The applicants’ application
The Applicants’ amended Application, filed on 23rd December 2004, sets out three grounds of review. The first ground is:
The purported decision of the Refugee Review Tribunal is null and void because of error of law and failure to take into account relevant consideration and consequently constructively failed to exercise the jurisdiction.
The particulars given are no more than a contradiction of the Tribunal’s factual findings that there was no official quality to the harassing and threatening actions of the RSS and other conservative Hindus and that the applicants could expect the protection of the Indian authorities if they faced such threats on their return. In my view, this is no more than an attempt to review the merits of the decision and the Court has no jurisdiction to do so (see Minister for Immigration and Ethnic Affairs v Wu Shan Liang (1996) 185 CLR 259 at 272). This ground of review must fail.
The second ground of review is:
The Tribunal expressly accepted all the claims of the Applicant. However, its purported decision is null and void because they asked the wrong questions and identified the wrong issue in making the ultimate finding. It failed or acceded (sic) to exercise its jurisdiction.
The particulars given in support of this ground are that the Tribunal “erroneously made a finding on the issue of the Indians authorities’ willingness and to combat violence associated with inter-religious tension…It is not an inter-religious tension effected to Applicant but something more serious and affected him subjectively and objectively.”
Again, this is no more than a challenge to the Tribunal’s factual finding. It is an attempt at a merits review and, as such, is beyond the Court’s jurisdiction, as set out in Wu Shan Liang (supra). It follows that this ground of review also fails.
The third ground of review is:
The Tribunal decision is void as it interpreted the terms of the Migration Act wrongly and erred in law. It also breached the inviolable (sic) limitations.
The particulars given for this ground are essentially that the Tribunal misunderstood and misapplied s.91R of the Migration Act. The issues argued by counsel for the Applicants are that:
a)The Tribunal fell into jurisdictional error in coming to a mistaken conclusion about the incidents and facts which it accepted as true, that threats to the Applicants’ lives were not ‘serious threats’ within the meaning of the Migration Act; and
b)The Tribunal fell into jurisdictional error in failing to apply s.91R properly to the circumstances of the case.
Conclusions
In my view, the Tribunal did not fall into jurisdictional error when it held that the threats to the Applicants did not constitute ‘serious harm’ for the purposes of s.91R of the Migration Act.

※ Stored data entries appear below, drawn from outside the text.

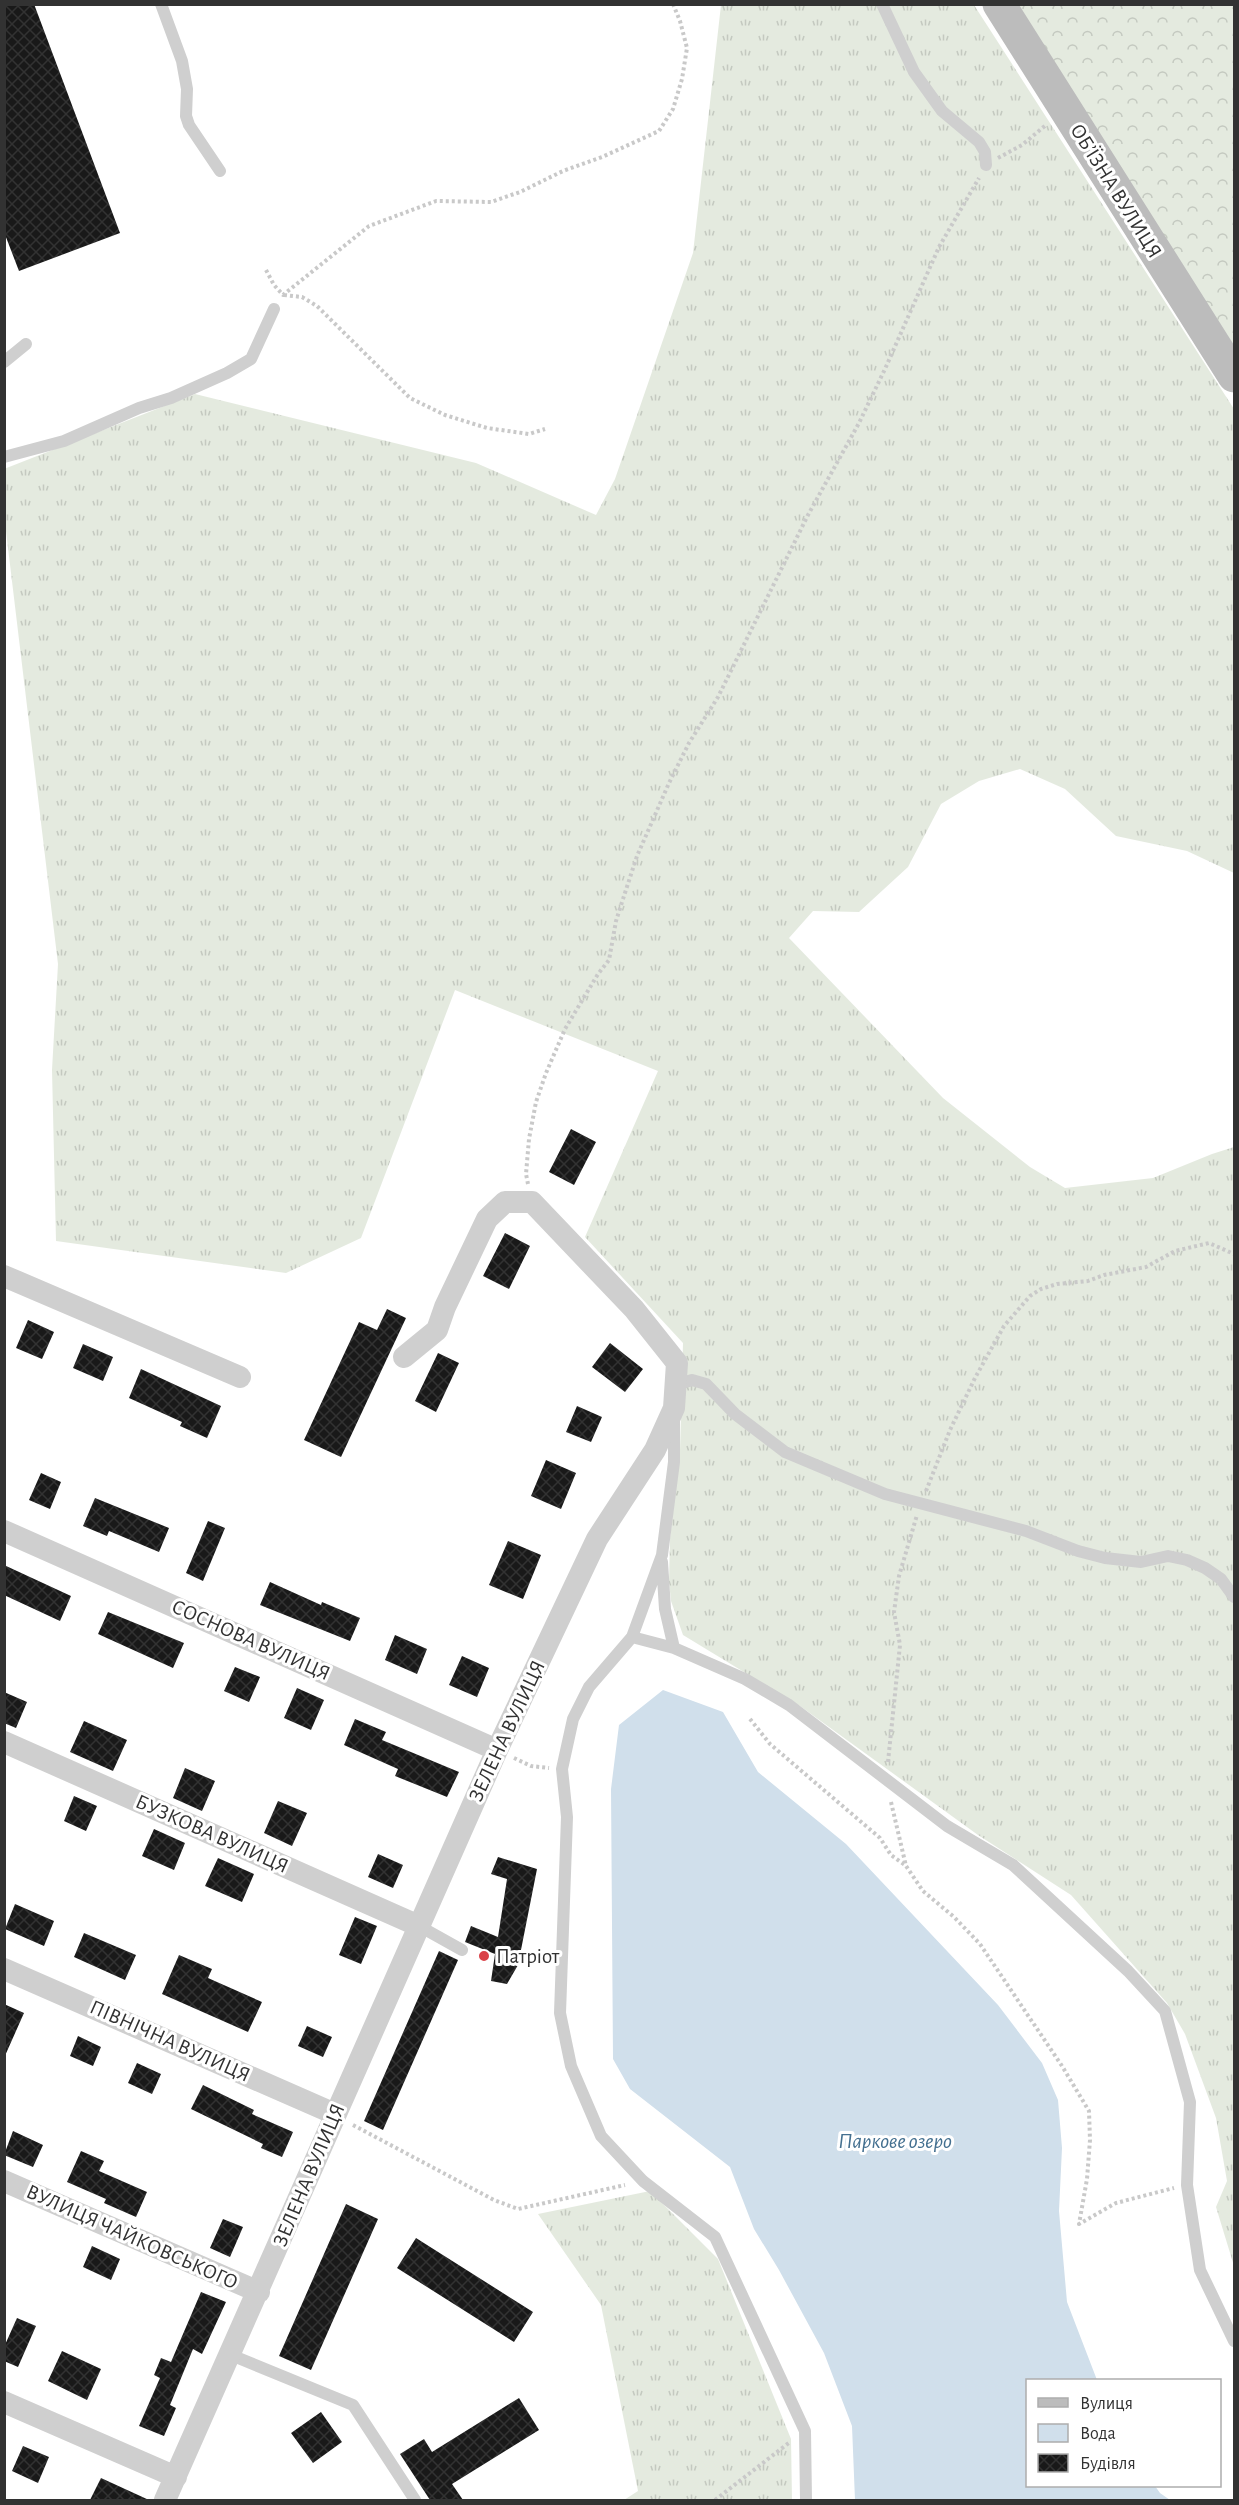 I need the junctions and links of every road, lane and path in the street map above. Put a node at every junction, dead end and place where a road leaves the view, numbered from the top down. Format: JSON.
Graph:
{"nodes":[{"id":1,"x":161,"y":4,"type":"edge"},
{"id":2,"x":673,"y":4,"type":"edge"},
{"id":3,"x":882,"y":4,"type":"edge"},
{"id":4,"x":999,"y":4,"type":"edge"},
{"id":5,"x":1065,"y":110,"type":"junction"},
{"id":6,"x":986,"y":165,"type":"junction"},
{"id":7,"x":220,"y":171,"type":"dead end"},
{"id":8,"x":266,"y":270,"type":"dead end"},
{"id":9,"x":283,"y":295,"type":"junction"},
{"id":10,"x":274,"y":309,"type":"joint"},
{"id":11,"x":26,"y":344,"type":"dead end"},
{"id":12,"x":4,"y":362,"type":"edge"},
{"id":13,"x":1234,"y":376,"type":"edge"},
{"id":14,"x":545,"y":429,"type":"dead end"},
{"id":15,"x":4,"y":457,"type":"edge"},
{"id":16,"x":532,"y":1202,"type":"junction"},
{"id":17,"x":1234,"y":1254,"type":"edge"},
{"id":18,"x":4,"y":1276,"type":"edge"},
{"id":19,"x":404,"y":1357,"type":"dead end"},
{"id":20,"x":240,"y":1377,"type":"dead end"},
{"id":21,"x":676,"y":1386,"type":"junction"},
{"id":22,"x":674,"y":1408,"type":"junction"},
{"id":23,"x":921,"y":1503,"type":"junction"},
{"id":24,"x":4,"y":1531,"type":"edge"},
{"id":25,"x":662,"y":1555,"type":"junction"},
{"id":26,"x":1234,"y":1597,"type":"edge"},
{"id":27,"x":632,"y":1637,"type":"junction"},
{"id":28,"x":674,"y":1647,"type":"junction"},
{"id":29,"x":750,"y":1719,"type":"dead end"},
{"id":30,"x":4,"y":1742,"type":"edge"},
{"id":31,"x":497,"y":1750,"type":"junction"},
{"id":32,"x":562,"y":1769,"type":"junction"},
{"id":33,"x":886,"y":1781,"type":"junction"},
{"id":34,"x":906,"y":1866,"type":"junction"},
{"id":35,"x":419,"y":1926,"type":"junction"},
{"id":36,"x":462,"y":1950,"type":"dead end"},
{"id":37,"x":4,"y":1969,"type":"edge"},
{"id":38,"x":334,"y":2114,"type":"junction"},
{"id":39,"x":4,"y":2181,"type":"edge"},
{"id":40,"x":643,"y":2181,"type":"junction"},
{"id":41,"x":1187,"y":2185,"type":"junction"},
{"id":42,"x":259,"y":2292,"type":"junction"},
{"id":43,"x":1234,"y":2341,"type":"edge"},
{"id":44,"x":231,"y":2355,"type":"junction"},
{"id":45,"x":4,"y":2402,"type":"edge"},
{"id":46,"x":805,"y":2431,"type":"junction"},
{"id":47,"x":176,"y":2477,"type":"junction"},
{"id":48,"x":165,"y":2500,"type":"edge"},
{"id":49,"x":415,"y":2500,"type":"edge"},
{"id":50,"x":715,"y":2500,"type":"edge"},
{"id":51,"x":807,"y":2500,"type":"edge"}],
"edges":[{"from":1,"to":7,"type":"lane"},
{"from":2,"to":9,"type":"path"},
{"from":3,"to":6,"type":"lane"},
{"from":4,"to":5,"type":"main road","name":"ОБ’ЇЗНА ВУЛИЦЯ"},
{"from":5,"to":6,"type":"path"},
{"from":5,"to":13,"type":"main road","name":"ОБ’ЇЗНА ВУЛИЦЯ"},
{"from":6,"to":16,"type":"path"},
{"from":8,"to":9,"type":"path"},
{"from":9,"to":10,"type":"path"},
{"from":9,"to":14,"type":"path"},
{"from":10,"to":15,"type":"lane"},
{"from":11,"to":12,"type":"lane"},
{"from":16,"to":19,"type":"street"},
{"from":16,"to":21,"type":"street","name":"ЗЕЛЕНА ВУЛИЦЯ"},
{"from":17,"to":23,"type":"path"},
{"from":18,"to":20,"type":"street"},
{"from":21,"to":22,"type":"street","name":"ЗЕЛЕНА ВУЛИЦЯ"},
{"from":21,"to":23,"type":"lane"},
{"from":22,"to":25,"type":"lane"},
{"from":22,"to":31,"type":"street","name":"ЗЕЛЕНА ВУЛИЦЯ"},
{"from":23,"to":26,"type":"lane"},
{"from":23,"to":33,"type":"path"},
{"from":24,"to":31,"type":"street","name":"СОСНОВА ВУЛИЦЯ"},
{"from":25,"to":27,"type":"lane"},
{"from":25,"to":28,"type":"lane"},
{"from":27,"to":28,"type":"lane"},
{"from":27,"to":32,"type":"lane"},
{"from":28,"to":33,"type":"lane"},
{"from":29,"to":34,"type":"path"},
{"from":30,"to":35,"type":"street","name":"БУЗКОВА ВУЛИЦЯ"},
{"from":31,"to":32,"type":"path"},
{"from":31,"to":35,"type":"street","name":"ЗЕЛЕНА ВУЛИЦЯ"},
{"from":32,"to":40,"type":"lane"},
{"from":33,"to":34,"type":"path"},
{"from":33,"to":41,"type":"lane"},
{"from":34,"to":41,"type":"path"},
{"from":35,"to":36,"type":"lane"},
{"from":35,"to":38,"type":"street","name":"ЗЕЛЕНА ВУЛИЦЯ"},
{"from":37,"to":38,"type":"street","name":"ПІВНІЧНА ВУЛИЦЯ"},
{"from":38,"to":40,"type":"path"},
{"from":38,"to":42,"type":"street","name":"ЗЕЛЕНА ВУЛИЦЯ"},
{"from":39,"to":42,"type":"street","name":"ВУЛИЦЯ ЧАЙКОВСЬКОГО"},
{"from":40,"to":46,"type":"lane"},
{"from":41,"to":43,"type":"lane"},
{"from":42,"to":44,"type":"street","name":"ЗЕЛЕНА ВУЛИЦЯ"},
{"from":44,"to":47,"type":"street","name":"ЗЕЛЕНА ВУЛИЦЯ"},
{"from":44,"to":49,"type":"lane"},
{"from":45,"to":47,"type":"street"},
{"from":46,"to":50,"type":"path"},
{"from":46,"to":51,"type":"lane"},
{"from":47,"to":48,"type":"street","name":"ЗЕЛЕНА ВУЛИЦЯ"}]}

The Tribunal’s understanding of s.91R appears to me to be in accord with that set out in Minister for Immigration & Multicultural & Indigenous Affairs v VBAO (supra), which is a decision that is binding on this Court.
It was open to the Tribunal to find that the various incidents described by the Applicants, whilst unpleasant and frightening at the time, were not sufficiently serious to constitute serious harm within the meaning of s.91R. This is a factual finding, and one that cannot be challenged in this Court.

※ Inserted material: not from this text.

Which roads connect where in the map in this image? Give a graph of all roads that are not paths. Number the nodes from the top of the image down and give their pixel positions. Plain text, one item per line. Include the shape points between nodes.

It was also open to the Tribunal to find, on the basis of the independent country information, that the authorities in India would take action against people who threatened violence or acted violently against others for reasons of religion. This is also a factual finding, and one that cannot be challenged. The Applicants’ third ground of review fails.
I have previously stated, in paragraphs 13 and 16, that the Applicants’ first and second grounds of review fail.
There is no jurisdictional error. The decision of the Refugee Review Tribunal is a privative clause decision under s.474 of the Migration Act. The application will be dismissed.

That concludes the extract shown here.